The collapsibility of the compliant wall is further enhanced by the increased resistive load caused by obesity which alters the physical characteristics of the wall.

The pharynx, connecting the nose to the larynx and acting as a Starling resistor, is more vulnerable to changes in airflow resistance. On the other hand, the nose has a rigid framework to maintain constant resistance both in waking and sleeping states 26-29. Thus, the role of NR in OSAS remains controversial.

A large number of adult surveys have been conducted in order to establish the presence or absence of OSAS by means of parameters such as age, sex, snoring, witnessed apnoea and daytime sleepiness, and giving a score for each clinical feature suggestive of sleep apnoea29,30.
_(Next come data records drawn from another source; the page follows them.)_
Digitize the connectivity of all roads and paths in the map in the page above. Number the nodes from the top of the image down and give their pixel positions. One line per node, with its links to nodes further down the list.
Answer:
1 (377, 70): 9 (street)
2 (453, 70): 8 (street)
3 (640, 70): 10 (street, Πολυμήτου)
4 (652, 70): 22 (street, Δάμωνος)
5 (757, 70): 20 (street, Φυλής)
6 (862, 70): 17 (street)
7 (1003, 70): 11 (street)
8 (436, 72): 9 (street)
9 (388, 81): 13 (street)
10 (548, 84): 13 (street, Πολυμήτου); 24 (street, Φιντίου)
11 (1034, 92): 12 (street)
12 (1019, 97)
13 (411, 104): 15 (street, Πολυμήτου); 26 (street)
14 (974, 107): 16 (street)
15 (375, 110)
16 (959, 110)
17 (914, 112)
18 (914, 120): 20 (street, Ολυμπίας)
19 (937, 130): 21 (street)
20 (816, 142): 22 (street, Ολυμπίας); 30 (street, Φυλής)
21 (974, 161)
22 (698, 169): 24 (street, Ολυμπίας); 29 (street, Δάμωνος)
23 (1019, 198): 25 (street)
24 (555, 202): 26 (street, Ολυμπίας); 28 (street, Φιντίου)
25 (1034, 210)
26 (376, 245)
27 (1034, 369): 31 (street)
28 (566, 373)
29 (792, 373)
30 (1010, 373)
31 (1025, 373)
Our results showed that in snoring and mild-moderate OSAS patients the values of nasal resistance and MCTt are increased with respect to standard values whereas minimal cross-sectional areas are decreased.
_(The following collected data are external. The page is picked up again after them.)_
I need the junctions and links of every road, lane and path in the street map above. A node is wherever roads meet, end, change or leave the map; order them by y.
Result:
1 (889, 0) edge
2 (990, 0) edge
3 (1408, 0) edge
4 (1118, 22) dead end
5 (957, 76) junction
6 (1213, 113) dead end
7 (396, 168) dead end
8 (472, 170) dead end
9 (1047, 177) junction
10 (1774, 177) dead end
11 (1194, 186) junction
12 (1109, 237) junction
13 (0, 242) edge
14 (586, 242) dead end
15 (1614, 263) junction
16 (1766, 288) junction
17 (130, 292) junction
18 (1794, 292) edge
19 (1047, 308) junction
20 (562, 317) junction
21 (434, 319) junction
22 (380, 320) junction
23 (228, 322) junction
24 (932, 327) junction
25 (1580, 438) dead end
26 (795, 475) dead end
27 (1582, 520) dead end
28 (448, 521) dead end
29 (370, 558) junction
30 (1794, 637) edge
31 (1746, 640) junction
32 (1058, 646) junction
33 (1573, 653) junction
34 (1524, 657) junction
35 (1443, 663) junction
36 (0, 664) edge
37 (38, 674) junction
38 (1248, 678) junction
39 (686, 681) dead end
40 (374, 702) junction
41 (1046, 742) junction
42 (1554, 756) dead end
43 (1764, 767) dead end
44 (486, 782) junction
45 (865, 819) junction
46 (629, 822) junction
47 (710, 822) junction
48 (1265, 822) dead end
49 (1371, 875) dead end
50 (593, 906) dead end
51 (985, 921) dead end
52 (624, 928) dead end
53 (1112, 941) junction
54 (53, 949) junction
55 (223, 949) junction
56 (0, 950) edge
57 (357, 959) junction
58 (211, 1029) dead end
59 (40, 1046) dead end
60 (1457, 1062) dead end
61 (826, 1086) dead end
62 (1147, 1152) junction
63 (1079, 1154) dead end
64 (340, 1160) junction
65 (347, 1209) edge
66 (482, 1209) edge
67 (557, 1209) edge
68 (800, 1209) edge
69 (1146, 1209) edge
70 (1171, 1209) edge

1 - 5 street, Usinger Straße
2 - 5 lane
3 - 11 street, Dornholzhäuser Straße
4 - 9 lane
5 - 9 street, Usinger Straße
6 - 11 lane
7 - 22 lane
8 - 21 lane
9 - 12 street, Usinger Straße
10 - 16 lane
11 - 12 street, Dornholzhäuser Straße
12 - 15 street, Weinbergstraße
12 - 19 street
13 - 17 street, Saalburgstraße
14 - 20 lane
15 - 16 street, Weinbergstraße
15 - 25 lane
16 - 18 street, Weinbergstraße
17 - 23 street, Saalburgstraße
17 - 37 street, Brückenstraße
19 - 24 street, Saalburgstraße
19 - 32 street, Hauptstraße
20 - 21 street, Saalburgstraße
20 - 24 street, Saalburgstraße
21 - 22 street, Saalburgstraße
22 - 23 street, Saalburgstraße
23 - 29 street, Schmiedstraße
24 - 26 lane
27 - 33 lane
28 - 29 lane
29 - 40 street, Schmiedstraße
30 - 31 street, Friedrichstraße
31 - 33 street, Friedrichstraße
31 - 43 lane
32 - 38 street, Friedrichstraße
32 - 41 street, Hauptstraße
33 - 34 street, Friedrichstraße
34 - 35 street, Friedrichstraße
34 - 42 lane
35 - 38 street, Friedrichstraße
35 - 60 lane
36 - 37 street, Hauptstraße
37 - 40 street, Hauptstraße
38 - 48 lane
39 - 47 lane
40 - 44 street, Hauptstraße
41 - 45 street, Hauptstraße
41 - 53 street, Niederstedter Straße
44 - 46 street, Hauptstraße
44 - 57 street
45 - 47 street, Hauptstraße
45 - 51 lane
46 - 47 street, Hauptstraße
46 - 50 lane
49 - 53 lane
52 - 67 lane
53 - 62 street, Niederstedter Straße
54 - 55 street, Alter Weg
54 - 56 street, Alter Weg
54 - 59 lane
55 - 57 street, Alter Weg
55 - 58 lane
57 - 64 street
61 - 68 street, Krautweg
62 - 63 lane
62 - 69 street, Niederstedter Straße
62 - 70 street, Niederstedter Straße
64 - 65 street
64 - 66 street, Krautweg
Specifically, a nasal resistance of 0.40 ± 0.06 Pa/cc3/sec, a minimal cross sectional area of 0.66 cm2 and a MCTt of 17.55 min could be predictors of AHI and SI (Table II).

Table II.

Results of nasal functionality tests in the three groups of patients.

Group 3 Group 2 Group 1
AAR 0.25 ± 0.03
Pa/cc3/sec
0.33 ± 0.02
Pa/cc3/sec
0.40 ± 0.06
Pa/cc3/sec
AR 1.1 Cm2 0.83 Cm2 0.66 Cm2
MCTt 13+/- 2 Min. 16.9 +/- 2 Min. 17.55 +/- 2 Min.

In this study, SI was significantly higher in patients with higher NR and significantly different in the three groups (p = 0.02).

Furthermore, there was a significant correlation between total NR and the severity of OSAS.

In this study, MSAT did not correlate significantly with any parameter from rhinomanometry and acoustic rhinometry. These results were consistent with previous data, and reinforced the hypothesis that nasal function may not contribute to severe sleep apnoea with hypoxaemia.

The low correlation level between rhinomanometric and some polysomnographic data, such as MSAT, makes it necessary to perform a careful evaluation of the entire upper respiratory tract during awakening and with specific manoeuvres or tests (Muller manoeuvre, somnendoscopy) feigning sleeping condition 31.

The RO C curve (Fig. 3) indicates that nasal resistance value of 0.40 Pa/cm3/s has a sensitivity of 91% and a specificity of 96%; these values show that AAR offers supplementary diagnostic opportunities and represents a simple and objective system to select patients saving the technician's time.

Conclusions

This study provides supporting evidence that the status of the nasal fossae has a significant positive predictive role in patients with simple snoring and mild-moderate OSAS.

Following the results obtained, we propose the simultaneous evaluation of nasal function by AAR, AR and MCTt in patients undergoing PSG recording.

However, as OSAS is a multi-factorial, multi-level disease, where nasal functions play a role, but together with other alterations at different levels of the pharynx (naso, oro, and hypopharynx) our results do not allow us to exclude a "systematic diagnostic and phased protocol" including fiberoptic endoscopy with the evaluation of tonsil size, Mallampati grading, Fujita grading with retro-glossal space evaluation, as stated and again stressed recently in the literature 32. These statements are even more important when considering any surgical approach in patients with severe OSAS 33.